Similarly, in 2012, Ontario Court Justice Howard Chisvin was reprimanded by an Ontario Judicial Council panel for summarily dismissing 33 charges for “want of prosecution” after a Crown was briefly late in returning from a recess:
The prosecutor, Brian McCallion, had been preparing for one of the cases by reading a psychiatric report on one of the accused people and didn’t hear several pages for him.
Court records show that after court had reconvened, the judge waited all of one minute and 27 seconds before throwing out the entire docket.
Now, to be clear, your faithful writer has perhaps also had the “occasional” tardy moment. This is by no means a point of pride. It might, however, inform the interest with which I view these developments in mayoral, lawyerly and judicial timeliness.
For late-at-heart lawyers, I am glad to note there remains hope when confronted with the challenge of improving time management in an era of of Too Little Time. Via Good Housekeeping writer Frances Lefkowitz:
WHY YOU’RE IN THIS FIX: “There are so many misconceptions about lateness,” says time-management consultant [Diana] DeLonzor. Top false assumptions: People who are late are inconsiderate, selfish, controlling, lazy, or looking for attention. In fact, many people who run late have trouble accurately judging time and thus underestimate how long things will take. Psychologists call this the planning fallacy — and it’s part of being human. “We have an idealized version of how things go,” explains Steel, “and we edit out how much time things actually require.” Chronically late people fall prey to the planning fallacy in spades, misjudging the time needed even for things they do regularly, like fixing breakfast or driving to work. Call her optimistic, idealistic, or unrealistic, but if a person who tends to run late once got to work in 19 minutes — on a good traffic morning, catching all green lights — she assumes she can bank on this swift journey every day. “Late people time things exactly, according to the best-case scenario — but of course the world doesn’t work that way,” says DeLonzor…

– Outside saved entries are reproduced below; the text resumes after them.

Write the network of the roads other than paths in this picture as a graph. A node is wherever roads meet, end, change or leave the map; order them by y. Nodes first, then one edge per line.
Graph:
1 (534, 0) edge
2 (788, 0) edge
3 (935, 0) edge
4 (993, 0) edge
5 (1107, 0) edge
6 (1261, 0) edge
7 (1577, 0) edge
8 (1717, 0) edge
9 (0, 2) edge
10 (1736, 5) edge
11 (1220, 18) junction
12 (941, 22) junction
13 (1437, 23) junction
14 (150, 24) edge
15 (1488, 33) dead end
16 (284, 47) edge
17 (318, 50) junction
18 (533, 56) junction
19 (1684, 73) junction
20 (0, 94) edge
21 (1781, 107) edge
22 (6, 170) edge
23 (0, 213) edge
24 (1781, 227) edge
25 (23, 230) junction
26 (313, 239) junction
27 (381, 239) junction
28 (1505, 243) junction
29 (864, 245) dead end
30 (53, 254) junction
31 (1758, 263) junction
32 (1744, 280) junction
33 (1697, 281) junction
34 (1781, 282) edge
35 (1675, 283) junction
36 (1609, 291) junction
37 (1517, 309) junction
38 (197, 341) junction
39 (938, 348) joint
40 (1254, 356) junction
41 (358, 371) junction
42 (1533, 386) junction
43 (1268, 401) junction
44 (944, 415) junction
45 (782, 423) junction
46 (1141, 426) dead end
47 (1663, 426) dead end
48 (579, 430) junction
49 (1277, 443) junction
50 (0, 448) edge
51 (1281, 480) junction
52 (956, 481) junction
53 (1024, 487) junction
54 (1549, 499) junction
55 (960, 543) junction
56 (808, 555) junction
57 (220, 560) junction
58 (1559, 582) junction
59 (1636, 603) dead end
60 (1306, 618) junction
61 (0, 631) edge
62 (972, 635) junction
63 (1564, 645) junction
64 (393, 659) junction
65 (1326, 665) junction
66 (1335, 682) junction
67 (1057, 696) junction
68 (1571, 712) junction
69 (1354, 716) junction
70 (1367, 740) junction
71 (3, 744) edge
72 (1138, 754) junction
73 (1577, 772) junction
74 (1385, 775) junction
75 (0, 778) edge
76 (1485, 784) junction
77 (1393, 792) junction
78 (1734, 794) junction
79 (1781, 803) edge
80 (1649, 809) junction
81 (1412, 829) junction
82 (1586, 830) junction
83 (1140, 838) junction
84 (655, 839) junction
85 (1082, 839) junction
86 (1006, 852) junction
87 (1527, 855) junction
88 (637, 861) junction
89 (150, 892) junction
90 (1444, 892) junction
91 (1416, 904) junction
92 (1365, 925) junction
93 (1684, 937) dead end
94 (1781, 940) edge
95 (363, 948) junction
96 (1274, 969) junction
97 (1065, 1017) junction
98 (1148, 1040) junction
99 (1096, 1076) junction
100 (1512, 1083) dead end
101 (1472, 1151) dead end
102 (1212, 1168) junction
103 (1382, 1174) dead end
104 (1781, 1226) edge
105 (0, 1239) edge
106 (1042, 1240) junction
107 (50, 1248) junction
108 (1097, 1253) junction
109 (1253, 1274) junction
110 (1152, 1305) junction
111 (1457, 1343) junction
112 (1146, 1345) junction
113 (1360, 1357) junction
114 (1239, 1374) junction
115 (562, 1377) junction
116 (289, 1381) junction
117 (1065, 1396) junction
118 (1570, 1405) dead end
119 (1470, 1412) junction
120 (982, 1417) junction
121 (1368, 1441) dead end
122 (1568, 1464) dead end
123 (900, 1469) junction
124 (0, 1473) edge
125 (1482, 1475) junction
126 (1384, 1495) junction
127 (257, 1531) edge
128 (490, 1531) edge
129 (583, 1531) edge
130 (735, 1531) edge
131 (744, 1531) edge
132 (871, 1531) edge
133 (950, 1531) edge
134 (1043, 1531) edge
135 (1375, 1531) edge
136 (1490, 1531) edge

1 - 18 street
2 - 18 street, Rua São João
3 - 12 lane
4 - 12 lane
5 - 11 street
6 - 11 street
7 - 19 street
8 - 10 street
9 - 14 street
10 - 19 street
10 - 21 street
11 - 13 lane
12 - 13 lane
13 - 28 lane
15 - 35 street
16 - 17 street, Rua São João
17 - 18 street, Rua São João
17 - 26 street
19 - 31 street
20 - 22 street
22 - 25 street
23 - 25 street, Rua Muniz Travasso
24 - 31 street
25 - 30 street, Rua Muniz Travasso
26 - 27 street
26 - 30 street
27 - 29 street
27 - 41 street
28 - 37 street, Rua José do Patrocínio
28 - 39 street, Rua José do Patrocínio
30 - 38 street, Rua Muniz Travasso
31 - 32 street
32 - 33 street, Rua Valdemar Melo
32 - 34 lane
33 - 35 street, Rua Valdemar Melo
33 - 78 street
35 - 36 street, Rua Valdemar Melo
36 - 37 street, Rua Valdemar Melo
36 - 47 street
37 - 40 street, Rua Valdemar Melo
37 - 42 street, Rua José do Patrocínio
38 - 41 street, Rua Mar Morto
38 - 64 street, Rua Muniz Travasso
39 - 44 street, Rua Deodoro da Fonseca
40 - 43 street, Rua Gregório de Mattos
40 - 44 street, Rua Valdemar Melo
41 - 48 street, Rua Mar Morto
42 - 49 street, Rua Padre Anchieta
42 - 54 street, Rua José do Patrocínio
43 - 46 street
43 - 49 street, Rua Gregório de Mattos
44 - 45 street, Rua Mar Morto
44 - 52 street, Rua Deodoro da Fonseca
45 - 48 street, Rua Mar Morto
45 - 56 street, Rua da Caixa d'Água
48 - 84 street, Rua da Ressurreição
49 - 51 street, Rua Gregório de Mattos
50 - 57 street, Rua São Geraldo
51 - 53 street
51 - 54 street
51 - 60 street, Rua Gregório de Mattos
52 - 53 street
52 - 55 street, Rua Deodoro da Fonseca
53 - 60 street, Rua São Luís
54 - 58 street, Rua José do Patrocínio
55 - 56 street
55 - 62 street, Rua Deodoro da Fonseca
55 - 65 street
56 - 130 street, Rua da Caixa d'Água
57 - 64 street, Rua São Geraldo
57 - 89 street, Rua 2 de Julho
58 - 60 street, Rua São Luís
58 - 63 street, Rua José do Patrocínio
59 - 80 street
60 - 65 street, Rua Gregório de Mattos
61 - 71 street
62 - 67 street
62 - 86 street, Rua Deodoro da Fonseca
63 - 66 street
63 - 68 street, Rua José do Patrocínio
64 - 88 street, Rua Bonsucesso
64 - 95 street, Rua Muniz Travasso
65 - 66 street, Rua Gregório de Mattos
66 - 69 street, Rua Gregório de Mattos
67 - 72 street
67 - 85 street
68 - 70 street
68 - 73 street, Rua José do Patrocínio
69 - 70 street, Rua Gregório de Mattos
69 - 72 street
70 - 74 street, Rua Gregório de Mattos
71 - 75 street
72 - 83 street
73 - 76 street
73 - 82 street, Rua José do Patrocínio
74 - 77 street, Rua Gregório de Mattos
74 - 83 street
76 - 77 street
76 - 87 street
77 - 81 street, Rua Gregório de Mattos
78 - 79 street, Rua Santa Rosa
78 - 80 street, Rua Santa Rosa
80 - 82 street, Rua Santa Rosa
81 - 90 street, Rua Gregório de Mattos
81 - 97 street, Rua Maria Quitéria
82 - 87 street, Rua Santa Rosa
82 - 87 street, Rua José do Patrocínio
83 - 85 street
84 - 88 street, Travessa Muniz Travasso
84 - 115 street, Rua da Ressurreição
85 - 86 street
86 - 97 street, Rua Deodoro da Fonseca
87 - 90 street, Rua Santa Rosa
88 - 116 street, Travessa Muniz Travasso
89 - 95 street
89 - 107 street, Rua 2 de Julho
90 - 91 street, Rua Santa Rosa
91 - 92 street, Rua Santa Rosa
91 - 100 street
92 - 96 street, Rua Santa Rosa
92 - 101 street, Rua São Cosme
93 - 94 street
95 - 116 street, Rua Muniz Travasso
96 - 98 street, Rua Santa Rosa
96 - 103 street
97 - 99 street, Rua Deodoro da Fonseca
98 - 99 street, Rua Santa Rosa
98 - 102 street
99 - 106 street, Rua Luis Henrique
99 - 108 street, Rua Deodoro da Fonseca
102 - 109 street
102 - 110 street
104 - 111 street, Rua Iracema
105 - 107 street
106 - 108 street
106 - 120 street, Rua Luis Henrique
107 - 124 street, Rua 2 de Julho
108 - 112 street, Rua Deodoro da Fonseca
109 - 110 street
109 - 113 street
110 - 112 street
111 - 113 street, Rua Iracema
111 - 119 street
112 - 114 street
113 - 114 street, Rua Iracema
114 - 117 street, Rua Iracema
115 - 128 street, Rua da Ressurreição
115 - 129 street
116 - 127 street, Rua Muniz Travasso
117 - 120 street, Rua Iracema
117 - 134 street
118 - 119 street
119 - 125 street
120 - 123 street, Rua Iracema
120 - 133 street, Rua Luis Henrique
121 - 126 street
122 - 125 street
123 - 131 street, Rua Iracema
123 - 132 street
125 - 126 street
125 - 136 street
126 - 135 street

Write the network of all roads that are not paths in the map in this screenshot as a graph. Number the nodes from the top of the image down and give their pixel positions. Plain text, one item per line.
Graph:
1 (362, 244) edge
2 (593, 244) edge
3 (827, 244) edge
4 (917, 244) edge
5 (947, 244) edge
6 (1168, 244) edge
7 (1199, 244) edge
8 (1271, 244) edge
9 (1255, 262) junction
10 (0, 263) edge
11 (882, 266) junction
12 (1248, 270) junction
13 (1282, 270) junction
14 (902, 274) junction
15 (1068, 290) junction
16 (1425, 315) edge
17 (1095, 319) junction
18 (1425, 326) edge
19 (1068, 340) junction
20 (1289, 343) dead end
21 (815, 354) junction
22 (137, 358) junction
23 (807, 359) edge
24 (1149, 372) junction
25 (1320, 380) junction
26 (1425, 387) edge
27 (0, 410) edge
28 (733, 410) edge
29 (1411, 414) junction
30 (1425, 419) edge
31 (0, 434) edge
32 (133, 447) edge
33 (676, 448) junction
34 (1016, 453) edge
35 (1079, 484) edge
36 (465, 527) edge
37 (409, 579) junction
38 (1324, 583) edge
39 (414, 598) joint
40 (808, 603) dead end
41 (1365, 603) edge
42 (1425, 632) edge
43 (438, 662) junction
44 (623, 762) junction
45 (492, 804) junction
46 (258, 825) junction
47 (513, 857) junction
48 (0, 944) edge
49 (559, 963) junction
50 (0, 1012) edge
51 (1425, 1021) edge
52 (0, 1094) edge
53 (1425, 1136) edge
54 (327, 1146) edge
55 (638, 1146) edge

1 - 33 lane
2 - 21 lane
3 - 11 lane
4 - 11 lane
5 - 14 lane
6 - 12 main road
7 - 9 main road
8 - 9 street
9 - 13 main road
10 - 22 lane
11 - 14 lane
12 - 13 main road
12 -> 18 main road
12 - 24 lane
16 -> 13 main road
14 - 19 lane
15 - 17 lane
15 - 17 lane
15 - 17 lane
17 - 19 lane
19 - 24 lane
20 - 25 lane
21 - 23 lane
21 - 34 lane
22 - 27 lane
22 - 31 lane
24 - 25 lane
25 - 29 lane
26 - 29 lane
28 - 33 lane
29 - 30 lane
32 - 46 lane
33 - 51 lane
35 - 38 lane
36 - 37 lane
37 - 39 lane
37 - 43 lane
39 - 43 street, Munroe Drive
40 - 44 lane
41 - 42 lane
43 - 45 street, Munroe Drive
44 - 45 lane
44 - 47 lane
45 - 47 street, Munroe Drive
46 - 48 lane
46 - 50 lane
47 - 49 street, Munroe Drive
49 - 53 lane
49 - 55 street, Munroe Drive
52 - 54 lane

SIMPLE WAYS OUT: First, confront your magical thinking with cold, hard facts: Spend a week timing your daily tasks — what DeLonzor calls “relearning to tell time.” Once you know how long it really takes to shower, get the kids dressed, and feed the dog, you can adjust your schedule accordingly. Second, always plan to arrive early, factoring 15 extra minutes into every trip. Chances are you’ll end up on time; in the worst-case scenario, you’ll have a few minutes to relax, get a drink of water, and fix your hair. Like Hall, late people often view time spent waiting as time wasted. But if you carry a book, knitting, or your cell phone, you can use a few extra minutes productively. Finally, have a strategy for each day. “A lot of people with time-management issues don’t have a clear sense of how their day is going to pan out,” says DeLonzor. So make a list, with your revamped time estimates written next to each item. Then you’ll be able to tell if you’ve scheduled 30 hours’ worth of activity into a 24-hour day.
Today’s tip logically follows. Address any tendencies toward lateness by taking a hard look at your time management. In particular, assess the accuracy of your estimates about the time required to complete tasks and to get from point A to B.
That is worth thinking about.
As they say, better late than never.